▸ What you need to do: For each line below, check for the word "Callet", then state how many lines contain it, with no other output.

Records from a data collection:
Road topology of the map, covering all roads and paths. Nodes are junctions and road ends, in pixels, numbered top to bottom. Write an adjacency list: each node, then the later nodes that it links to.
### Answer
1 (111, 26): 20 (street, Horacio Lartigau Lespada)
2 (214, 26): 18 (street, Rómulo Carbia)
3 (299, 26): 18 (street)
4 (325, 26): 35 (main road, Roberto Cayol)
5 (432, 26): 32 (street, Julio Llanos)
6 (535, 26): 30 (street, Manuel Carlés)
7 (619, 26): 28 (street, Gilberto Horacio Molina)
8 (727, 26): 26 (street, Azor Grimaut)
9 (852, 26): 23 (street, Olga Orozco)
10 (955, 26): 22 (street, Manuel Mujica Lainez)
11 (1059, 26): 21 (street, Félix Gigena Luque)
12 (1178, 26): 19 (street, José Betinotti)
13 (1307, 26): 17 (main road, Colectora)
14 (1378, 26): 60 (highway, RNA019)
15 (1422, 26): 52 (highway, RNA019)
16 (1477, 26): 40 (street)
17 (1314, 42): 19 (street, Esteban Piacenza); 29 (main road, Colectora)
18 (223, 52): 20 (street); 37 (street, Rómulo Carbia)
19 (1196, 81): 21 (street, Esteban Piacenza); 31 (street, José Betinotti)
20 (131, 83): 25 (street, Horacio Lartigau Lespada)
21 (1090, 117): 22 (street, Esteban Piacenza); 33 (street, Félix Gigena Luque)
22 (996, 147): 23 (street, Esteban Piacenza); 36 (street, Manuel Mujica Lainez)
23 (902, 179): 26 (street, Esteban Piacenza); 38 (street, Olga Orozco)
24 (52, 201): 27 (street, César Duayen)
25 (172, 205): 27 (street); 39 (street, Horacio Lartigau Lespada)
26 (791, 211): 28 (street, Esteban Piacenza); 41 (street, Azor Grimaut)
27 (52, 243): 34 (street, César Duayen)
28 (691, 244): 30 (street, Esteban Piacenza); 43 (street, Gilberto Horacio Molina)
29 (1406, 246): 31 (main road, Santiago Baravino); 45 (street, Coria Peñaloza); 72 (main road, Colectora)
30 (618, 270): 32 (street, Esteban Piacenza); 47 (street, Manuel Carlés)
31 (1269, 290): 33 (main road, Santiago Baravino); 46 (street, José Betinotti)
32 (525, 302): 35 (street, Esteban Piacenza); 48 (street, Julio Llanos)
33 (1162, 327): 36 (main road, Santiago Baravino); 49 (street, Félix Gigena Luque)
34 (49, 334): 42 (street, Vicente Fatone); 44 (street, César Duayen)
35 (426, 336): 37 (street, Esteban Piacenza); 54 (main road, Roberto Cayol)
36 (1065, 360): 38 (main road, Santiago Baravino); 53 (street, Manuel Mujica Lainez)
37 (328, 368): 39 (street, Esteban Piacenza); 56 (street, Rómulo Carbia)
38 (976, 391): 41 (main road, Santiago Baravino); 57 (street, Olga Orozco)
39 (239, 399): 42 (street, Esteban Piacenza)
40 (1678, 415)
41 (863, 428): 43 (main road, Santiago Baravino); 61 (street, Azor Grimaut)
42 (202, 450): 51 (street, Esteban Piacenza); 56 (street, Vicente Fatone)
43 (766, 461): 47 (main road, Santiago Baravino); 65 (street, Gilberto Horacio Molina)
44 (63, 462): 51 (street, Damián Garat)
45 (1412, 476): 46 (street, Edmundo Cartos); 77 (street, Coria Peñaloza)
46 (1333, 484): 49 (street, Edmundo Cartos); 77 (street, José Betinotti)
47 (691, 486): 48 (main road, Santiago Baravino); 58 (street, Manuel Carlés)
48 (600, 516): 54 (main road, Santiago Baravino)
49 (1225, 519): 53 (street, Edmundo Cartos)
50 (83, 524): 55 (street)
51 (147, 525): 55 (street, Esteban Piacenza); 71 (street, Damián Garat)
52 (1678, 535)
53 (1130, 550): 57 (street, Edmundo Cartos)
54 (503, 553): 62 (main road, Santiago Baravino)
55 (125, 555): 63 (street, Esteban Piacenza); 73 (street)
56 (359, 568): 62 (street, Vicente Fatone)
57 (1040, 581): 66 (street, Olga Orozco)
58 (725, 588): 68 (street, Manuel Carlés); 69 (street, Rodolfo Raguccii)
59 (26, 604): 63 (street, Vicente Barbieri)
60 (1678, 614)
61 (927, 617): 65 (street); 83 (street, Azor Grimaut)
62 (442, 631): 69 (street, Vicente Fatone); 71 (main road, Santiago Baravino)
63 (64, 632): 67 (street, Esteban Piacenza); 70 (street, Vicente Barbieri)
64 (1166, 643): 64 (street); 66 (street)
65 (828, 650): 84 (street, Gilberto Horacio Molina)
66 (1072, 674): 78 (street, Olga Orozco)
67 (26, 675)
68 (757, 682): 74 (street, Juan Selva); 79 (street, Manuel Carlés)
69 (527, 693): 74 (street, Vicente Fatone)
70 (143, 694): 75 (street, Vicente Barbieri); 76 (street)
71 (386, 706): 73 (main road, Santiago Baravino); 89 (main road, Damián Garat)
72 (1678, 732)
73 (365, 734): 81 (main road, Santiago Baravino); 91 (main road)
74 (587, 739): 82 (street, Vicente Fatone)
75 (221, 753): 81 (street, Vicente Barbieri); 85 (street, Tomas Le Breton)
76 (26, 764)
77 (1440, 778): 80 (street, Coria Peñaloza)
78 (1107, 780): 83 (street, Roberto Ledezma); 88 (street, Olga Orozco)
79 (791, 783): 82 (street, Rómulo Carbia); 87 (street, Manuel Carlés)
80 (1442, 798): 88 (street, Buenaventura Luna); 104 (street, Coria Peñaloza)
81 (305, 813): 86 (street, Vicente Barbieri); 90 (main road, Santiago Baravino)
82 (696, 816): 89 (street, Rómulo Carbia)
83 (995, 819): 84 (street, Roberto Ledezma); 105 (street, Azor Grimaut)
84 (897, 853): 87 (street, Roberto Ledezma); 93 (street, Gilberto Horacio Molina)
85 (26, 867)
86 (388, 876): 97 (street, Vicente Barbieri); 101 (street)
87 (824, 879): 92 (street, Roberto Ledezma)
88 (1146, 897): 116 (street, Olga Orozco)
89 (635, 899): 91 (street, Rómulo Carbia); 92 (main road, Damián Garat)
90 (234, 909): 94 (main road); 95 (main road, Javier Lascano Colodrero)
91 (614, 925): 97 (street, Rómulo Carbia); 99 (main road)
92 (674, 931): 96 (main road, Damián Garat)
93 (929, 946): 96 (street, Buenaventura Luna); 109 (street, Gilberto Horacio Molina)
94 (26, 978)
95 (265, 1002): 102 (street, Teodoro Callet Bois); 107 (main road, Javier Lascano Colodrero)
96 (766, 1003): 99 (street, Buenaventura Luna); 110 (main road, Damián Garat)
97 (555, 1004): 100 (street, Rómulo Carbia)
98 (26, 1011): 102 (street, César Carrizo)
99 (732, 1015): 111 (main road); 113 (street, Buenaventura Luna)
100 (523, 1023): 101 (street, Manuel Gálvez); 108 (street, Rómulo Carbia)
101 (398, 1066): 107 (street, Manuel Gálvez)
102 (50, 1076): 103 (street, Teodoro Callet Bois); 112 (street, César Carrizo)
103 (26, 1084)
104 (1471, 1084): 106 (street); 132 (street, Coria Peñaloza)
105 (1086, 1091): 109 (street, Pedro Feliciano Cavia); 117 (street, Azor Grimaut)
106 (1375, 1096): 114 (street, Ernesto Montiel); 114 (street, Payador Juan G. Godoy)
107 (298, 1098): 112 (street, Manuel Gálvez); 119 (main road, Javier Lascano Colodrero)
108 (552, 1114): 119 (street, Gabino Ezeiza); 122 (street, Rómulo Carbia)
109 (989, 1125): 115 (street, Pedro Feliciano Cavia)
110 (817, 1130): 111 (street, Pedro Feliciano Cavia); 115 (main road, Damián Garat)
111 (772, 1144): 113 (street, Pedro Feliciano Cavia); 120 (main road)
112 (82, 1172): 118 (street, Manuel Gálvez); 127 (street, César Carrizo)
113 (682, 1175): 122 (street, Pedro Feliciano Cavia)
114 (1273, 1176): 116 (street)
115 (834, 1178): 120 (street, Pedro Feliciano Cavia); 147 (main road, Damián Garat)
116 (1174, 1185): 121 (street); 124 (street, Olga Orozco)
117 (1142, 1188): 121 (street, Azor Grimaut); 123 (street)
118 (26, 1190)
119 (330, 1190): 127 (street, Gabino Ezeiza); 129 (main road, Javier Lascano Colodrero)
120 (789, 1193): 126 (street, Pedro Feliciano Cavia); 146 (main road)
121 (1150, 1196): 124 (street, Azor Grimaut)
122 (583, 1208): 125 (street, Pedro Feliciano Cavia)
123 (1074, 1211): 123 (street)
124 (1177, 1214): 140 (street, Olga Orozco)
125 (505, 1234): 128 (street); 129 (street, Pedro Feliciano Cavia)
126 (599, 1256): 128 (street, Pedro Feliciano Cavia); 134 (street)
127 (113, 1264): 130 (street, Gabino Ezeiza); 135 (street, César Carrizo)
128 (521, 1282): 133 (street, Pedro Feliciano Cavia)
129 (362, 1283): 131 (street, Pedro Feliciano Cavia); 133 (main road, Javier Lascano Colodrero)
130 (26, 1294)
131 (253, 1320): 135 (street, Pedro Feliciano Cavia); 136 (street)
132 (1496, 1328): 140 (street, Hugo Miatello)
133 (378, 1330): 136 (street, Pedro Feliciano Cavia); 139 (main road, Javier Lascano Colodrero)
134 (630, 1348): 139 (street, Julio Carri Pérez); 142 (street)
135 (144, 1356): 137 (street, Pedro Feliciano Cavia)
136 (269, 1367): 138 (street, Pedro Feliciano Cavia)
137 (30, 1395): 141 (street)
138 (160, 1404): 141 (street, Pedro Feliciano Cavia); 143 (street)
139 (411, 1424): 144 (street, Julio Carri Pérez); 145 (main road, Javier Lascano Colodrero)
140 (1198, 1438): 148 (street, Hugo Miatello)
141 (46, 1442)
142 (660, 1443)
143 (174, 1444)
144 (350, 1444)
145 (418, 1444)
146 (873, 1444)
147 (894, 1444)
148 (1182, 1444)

▸ Written solution: 2